‘The Duke’ Film Review: Helen Mirren and Jim Broadbent Steal the Show as Blue-Collar Art Thieves

The final film from director Roger Michell (“Notting Hill”) blends true crime with understated comedy, to charming effect

The Duke
Nick Wall/Sony Classics

There’s no shortage of true crime onscreen these days, but between the corporate egomaniacs, brazen narcissists and scamming sociopaths, it’s a welcome twist to see misbehavior that’s more well-meant mischief than selfish misanthropy. “The Duke” is about a man who lied, cheated and stole, but director Roger Michell and star Jim Broadbent ensure that you’ll walk away thoroughly charmed anyhow.

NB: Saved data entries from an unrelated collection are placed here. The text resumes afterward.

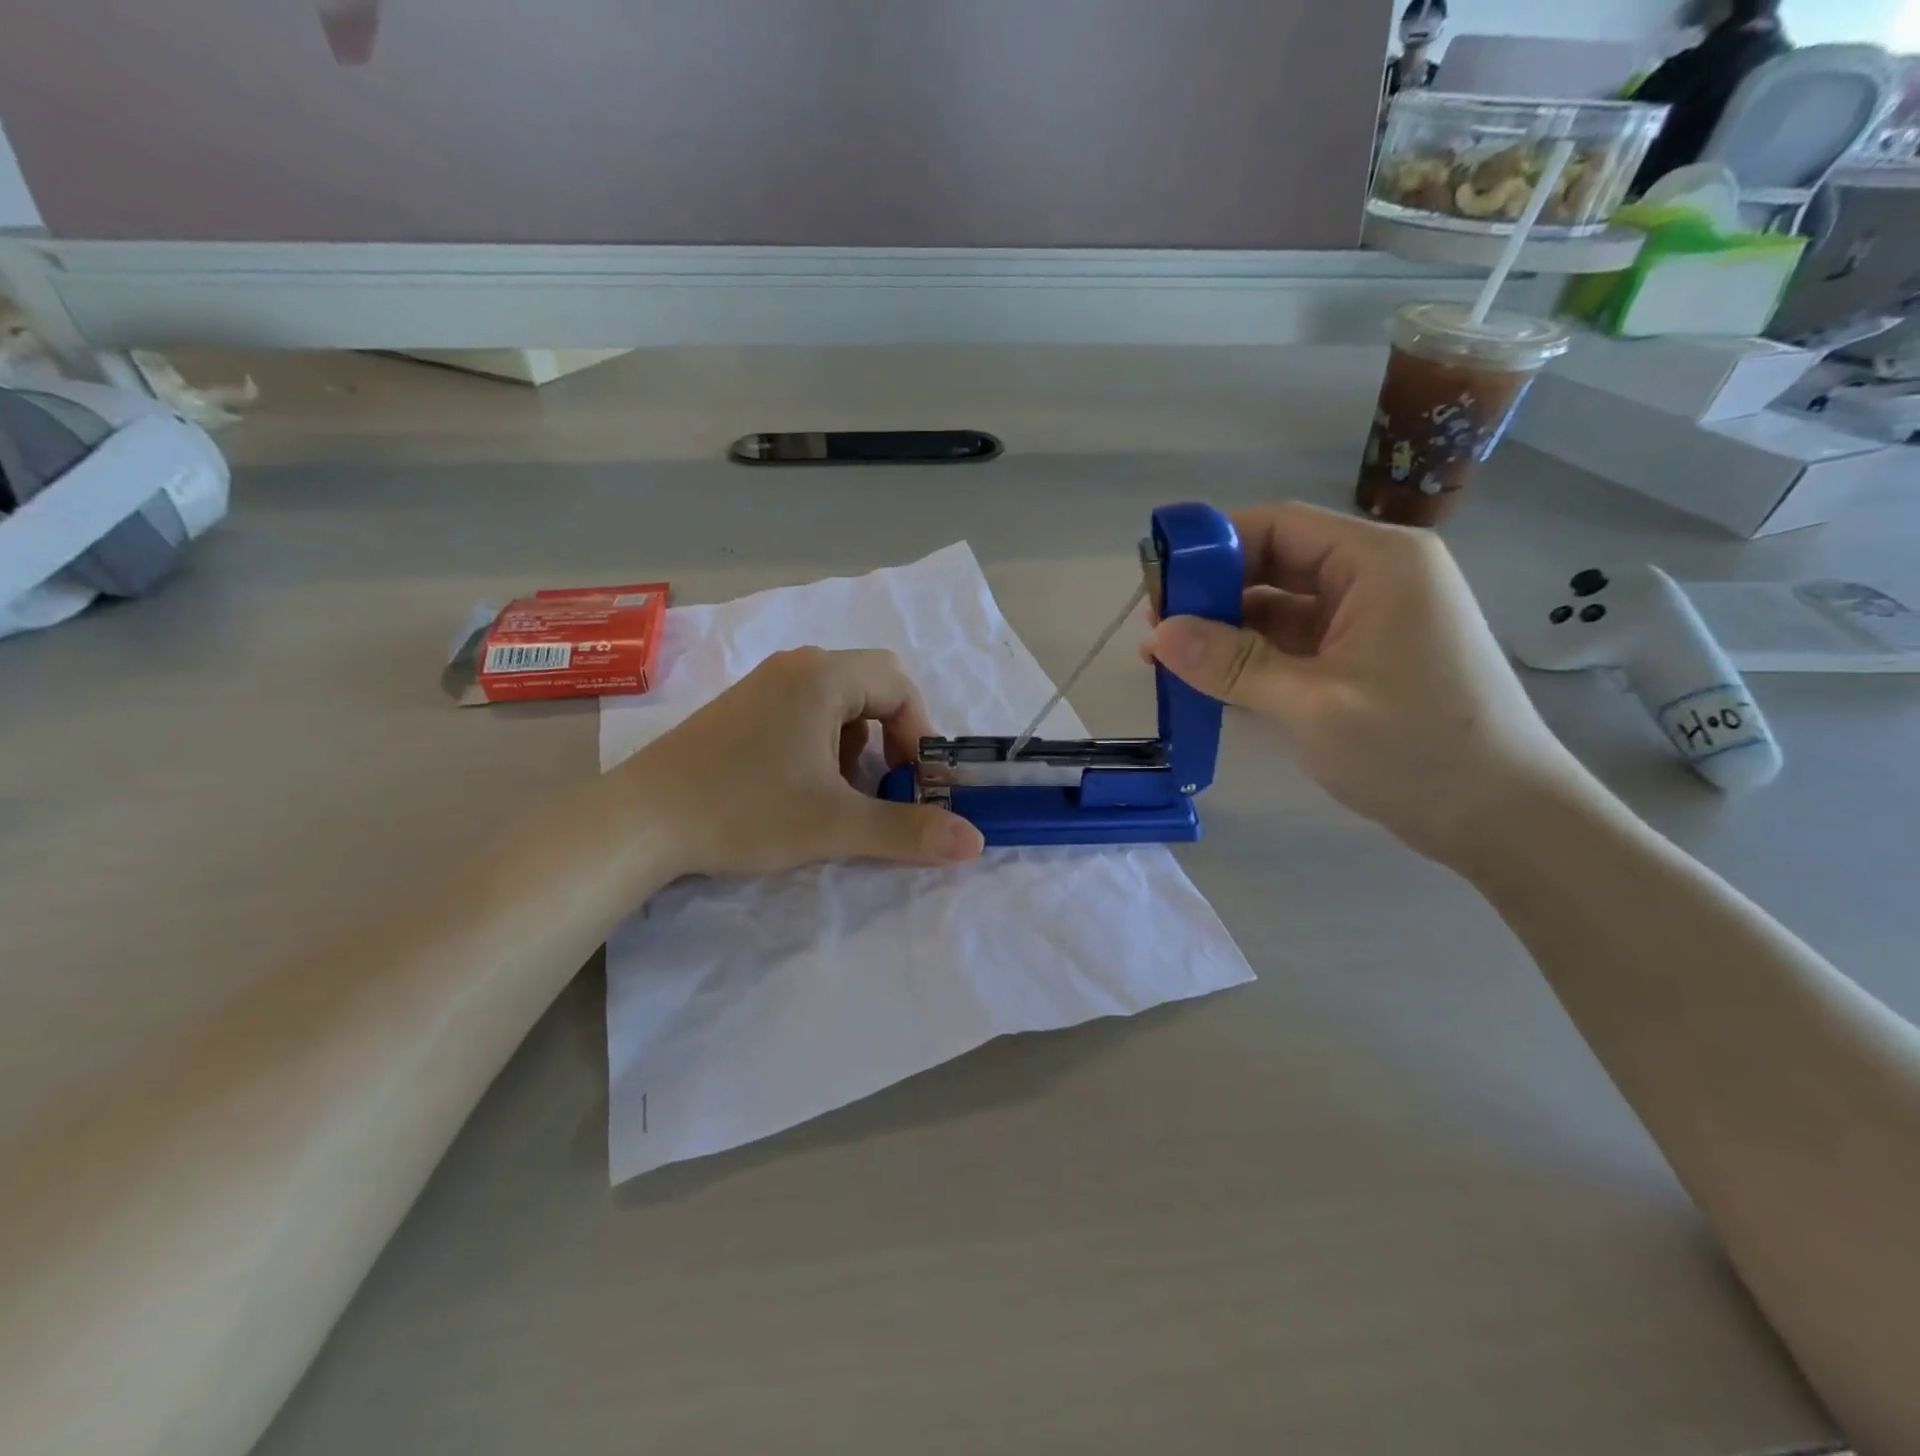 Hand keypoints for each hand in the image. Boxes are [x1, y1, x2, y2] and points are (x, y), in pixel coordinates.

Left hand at [613, 647, 985, 879]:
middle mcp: (796, 666)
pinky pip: (803, 710)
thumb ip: (909, 831)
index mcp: (823, 676)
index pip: (900, 685)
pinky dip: (821, 743)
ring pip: (837, 701)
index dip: (920, 734)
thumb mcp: (835, 825)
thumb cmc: (744, 810)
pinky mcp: (740, 707)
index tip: (914, 783)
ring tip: (837, 793)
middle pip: (871, 687)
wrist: (639, 821)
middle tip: (882, 786)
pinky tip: (798, 785)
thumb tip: (976, 841)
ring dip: (855, 744)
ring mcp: (763, 683)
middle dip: (889, 739)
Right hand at [1146, 502, 1581, 861]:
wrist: (1504, 819)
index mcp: (1378, 562)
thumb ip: (1231, 664)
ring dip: (1227, 631)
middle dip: (1212, 594)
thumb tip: (1159, 635)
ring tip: (1171, 662)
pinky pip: (1295, 643)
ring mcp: (1371, 621)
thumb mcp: (1311, 704)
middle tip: (1157, 634)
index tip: (1159, 589)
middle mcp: (1375, 578)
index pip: (1277, 526)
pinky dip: (1253, 658)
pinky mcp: (1363, 660)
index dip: (1211, 549)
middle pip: (1275, 563)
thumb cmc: (1416, 749)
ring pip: (1280, 607)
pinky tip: (1212, 682)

The story begins in Newcastle, England, in 1961. It’s a quiet time in a quiet place, and Dorothy Bunton (Helen Mirren) wants nothing more than to live a quiet life. Her husband Kempton (Broadbent), however, has other plans. He’s not great at holding down a job or keeping up the house; she supports them by cleaning other people’s homes during the day, and their own at night. But Kempton, ever a friend to the underdog, does have a terrific talent for rabble-rousing. His current cause is the BBC television tax, which he feels is outrageously unfair to limited-income pensioners, or retirees, like himself.

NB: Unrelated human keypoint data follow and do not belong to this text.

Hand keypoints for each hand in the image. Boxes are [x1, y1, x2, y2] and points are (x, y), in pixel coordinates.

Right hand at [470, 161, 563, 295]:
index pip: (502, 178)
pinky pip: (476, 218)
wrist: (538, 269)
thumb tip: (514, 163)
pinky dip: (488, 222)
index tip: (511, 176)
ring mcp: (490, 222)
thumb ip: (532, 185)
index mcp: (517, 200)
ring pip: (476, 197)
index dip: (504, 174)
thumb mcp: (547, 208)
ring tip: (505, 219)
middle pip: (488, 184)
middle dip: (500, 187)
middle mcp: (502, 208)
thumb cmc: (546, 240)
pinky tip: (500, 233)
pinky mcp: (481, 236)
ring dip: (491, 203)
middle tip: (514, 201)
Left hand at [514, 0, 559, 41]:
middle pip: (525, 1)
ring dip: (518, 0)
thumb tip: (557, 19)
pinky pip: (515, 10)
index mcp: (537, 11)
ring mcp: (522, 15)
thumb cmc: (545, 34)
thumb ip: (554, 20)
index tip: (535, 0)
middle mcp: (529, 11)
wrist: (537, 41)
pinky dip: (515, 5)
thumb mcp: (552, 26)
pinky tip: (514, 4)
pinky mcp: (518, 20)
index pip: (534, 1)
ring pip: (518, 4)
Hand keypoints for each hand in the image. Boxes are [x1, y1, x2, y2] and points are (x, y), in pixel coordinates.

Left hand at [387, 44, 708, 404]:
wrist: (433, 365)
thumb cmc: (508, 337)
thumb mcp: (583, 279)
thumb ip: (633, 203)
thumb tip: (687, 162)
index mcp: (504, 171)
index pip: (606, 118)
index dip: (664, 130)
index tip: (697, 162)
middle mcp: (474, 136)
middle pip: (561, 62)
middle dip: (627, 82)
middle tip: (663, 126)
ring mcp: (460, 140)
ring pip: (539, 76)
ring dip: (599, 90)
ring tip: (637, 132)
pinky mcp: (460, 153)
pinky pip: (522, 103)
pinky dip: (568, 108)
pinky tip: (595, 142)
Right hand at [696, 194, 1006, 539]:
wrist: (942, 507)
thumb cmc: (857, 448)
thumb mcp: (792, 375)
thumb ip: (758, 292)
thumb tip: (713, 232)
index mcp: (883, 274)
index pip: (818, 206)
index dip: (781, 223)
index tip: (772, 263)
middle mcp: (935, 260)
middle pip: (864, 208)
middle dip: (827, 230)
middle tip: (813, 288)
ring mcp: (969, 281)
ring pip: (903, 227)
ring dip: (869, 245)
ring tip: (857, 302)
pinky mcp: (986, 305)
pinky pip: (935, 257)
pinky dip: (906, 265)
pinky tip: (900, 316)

After failing to gain much notice by sitting on rainy street corners with his loyal son (Fionn Whitehead, “Dunkirk”) and a couple of protest signs, a news story catches his eye: The British government has recently paid £140,000 to reclaim a Goya painting of the Duke of Wellington from the United States, as a symbol of national pride and patriotism. For Kempton, though, this expense — which, he notes, could have helped so many impoverished citizens — is an insult to ordinary Britons.

Obviously, the only thing to do is to steal the painting, hold it for ransom, and use the money to pay as many tax bills for as many pensioners as possible. What is also obvious, at least to us, is that Kempton cannot so much as make himself a cup of tea, let alone plan an elaborate heist.

Happily, Michell is more interested in the grifter than the grift. And Broadbent, expanding luxuriously into his ideal leading role, is absolutely delightful. What’s more, Michell and co-writers Richard Bean and Clive Coleman realize how lucky they are to have Mirren playing Kempton’s wife. Where most screenplays might have pushed Mrs. Bunton into the background, Mirren has room to create a fully realized and unexpectedly complex character.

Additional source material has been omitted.